Steps In A Data Science Project
Overview
Time: 0 minObjectives
Understand the steps in Data science project
What is Data Science?
Data science is the field of study that combines domain expertise, programming skills, and knowledge of mathematics and statistics to extract meaningful insights from data. Data scientists apply machine learning algorithms to numbers, text, images, video, audio, and more to produce artificially intelligent systems to perform tasks. These systems generate insights which analysts and business users can translate into tangible business value.
What are the steps in a Data Science Project?
The following are the steps that are generally followed in Data Science projects.
Step 1 : Obtain Data
In this step, we obtain the data that we need from available data sources.
Step 2 : Scrubbing Data
Once we obtain the data from various sources, we need to clean it. The reason for this is that performing analysis or modelling unclean data gives results that are not useful and are not accurate. This step includes handling missing values, data encoding etc.

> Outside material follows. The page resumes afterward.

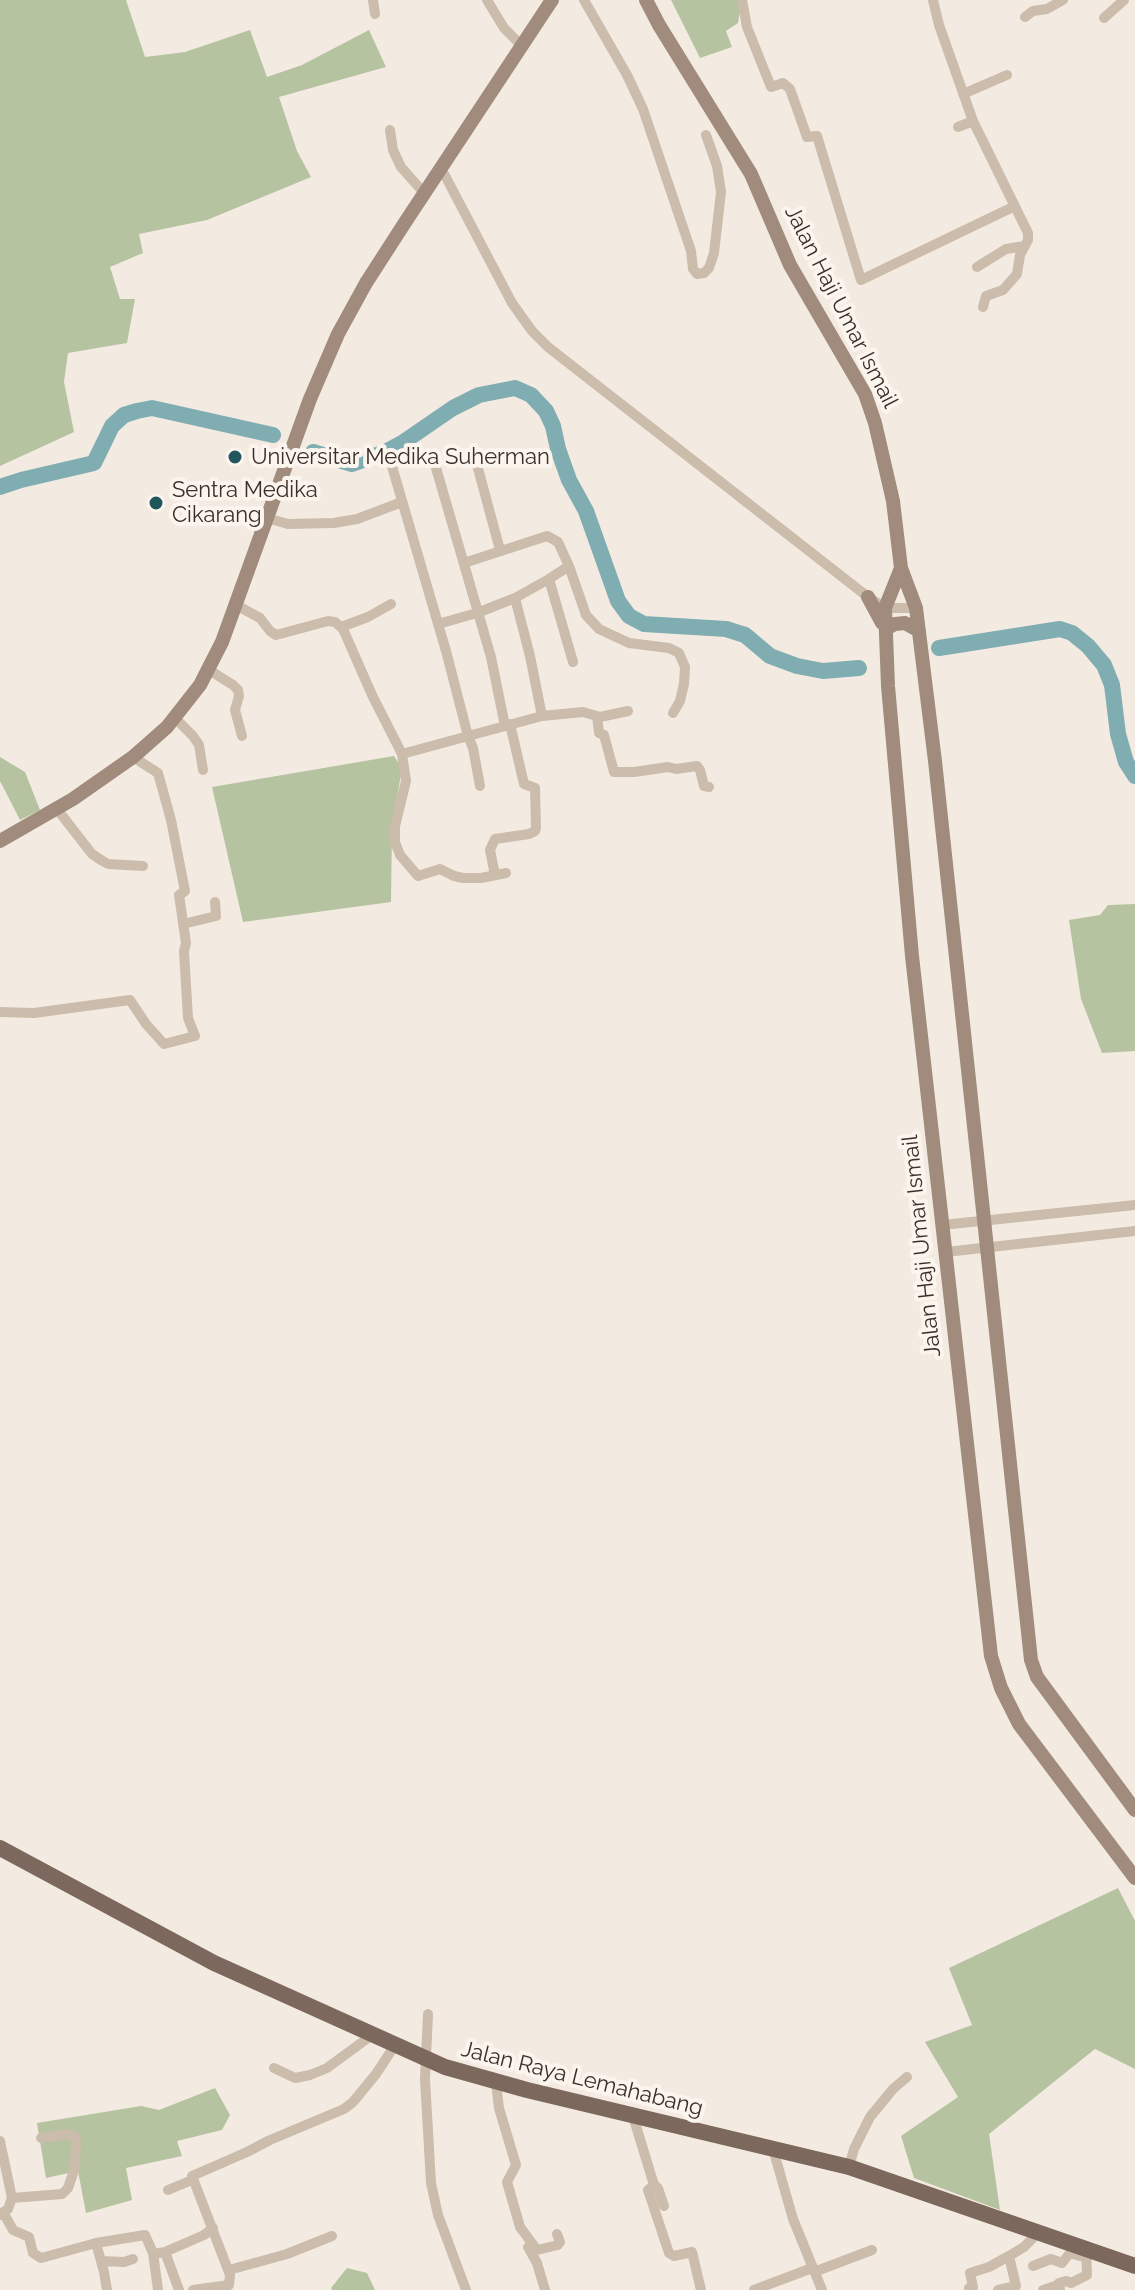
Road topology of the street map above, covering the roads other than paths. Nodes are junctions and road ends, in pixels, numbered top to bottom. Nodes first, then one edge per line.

This step is also know as “Data Pre-Processing”
Step 3: Explore Data
Once the data has been cleaned, we examine the data. in this step, we try to make sense of the data. what does this data represent?. What questions can be answered using this data?. What needs to be predicted using this data?. These are some of the questions answered in this step. We also try to identify significant patterns and trends in our data using data visualization.
Step 4 : Model Data
In this stage, we use the cleaned data to train machine learning models. These trained models then can be used to predict the outcome when a new entry of data is presented to it. For example: Train a spam detector using the mails in your inbox. When a new mail arrives, the trained model identifies if this mail is spam or not.
Step 5 : Interpreting Data
In this step, We deliver the results in to answer the business questions we asked when we first started the project, together with the actionable insights that we found through the data science process.
Key Points
Steps in Data Pre-Processing
Overview
Time: 0 minObjectives
To understand variables and the rules of naming variables
What is Data Pre-Processing?
Before we start exploring our data to extract the insights out of it, we need to process our data to make it understandable. Preprocessing the raw data helps to organize, scaling, clean, simplifying it for being used to train machine learning algorithms.
The following are the steps in Data Pre-Processing:
- Missing values
- Standardization
- Normalization
- Encoding categorical features
- Discretization
Handling Missing Values
Handling missing values is an important step, as it can affect your model. It is important to identify the missing values and know with which value they can be replaced.Depending on the missing data a decision is made regarding whether or not to keep entries with missing data.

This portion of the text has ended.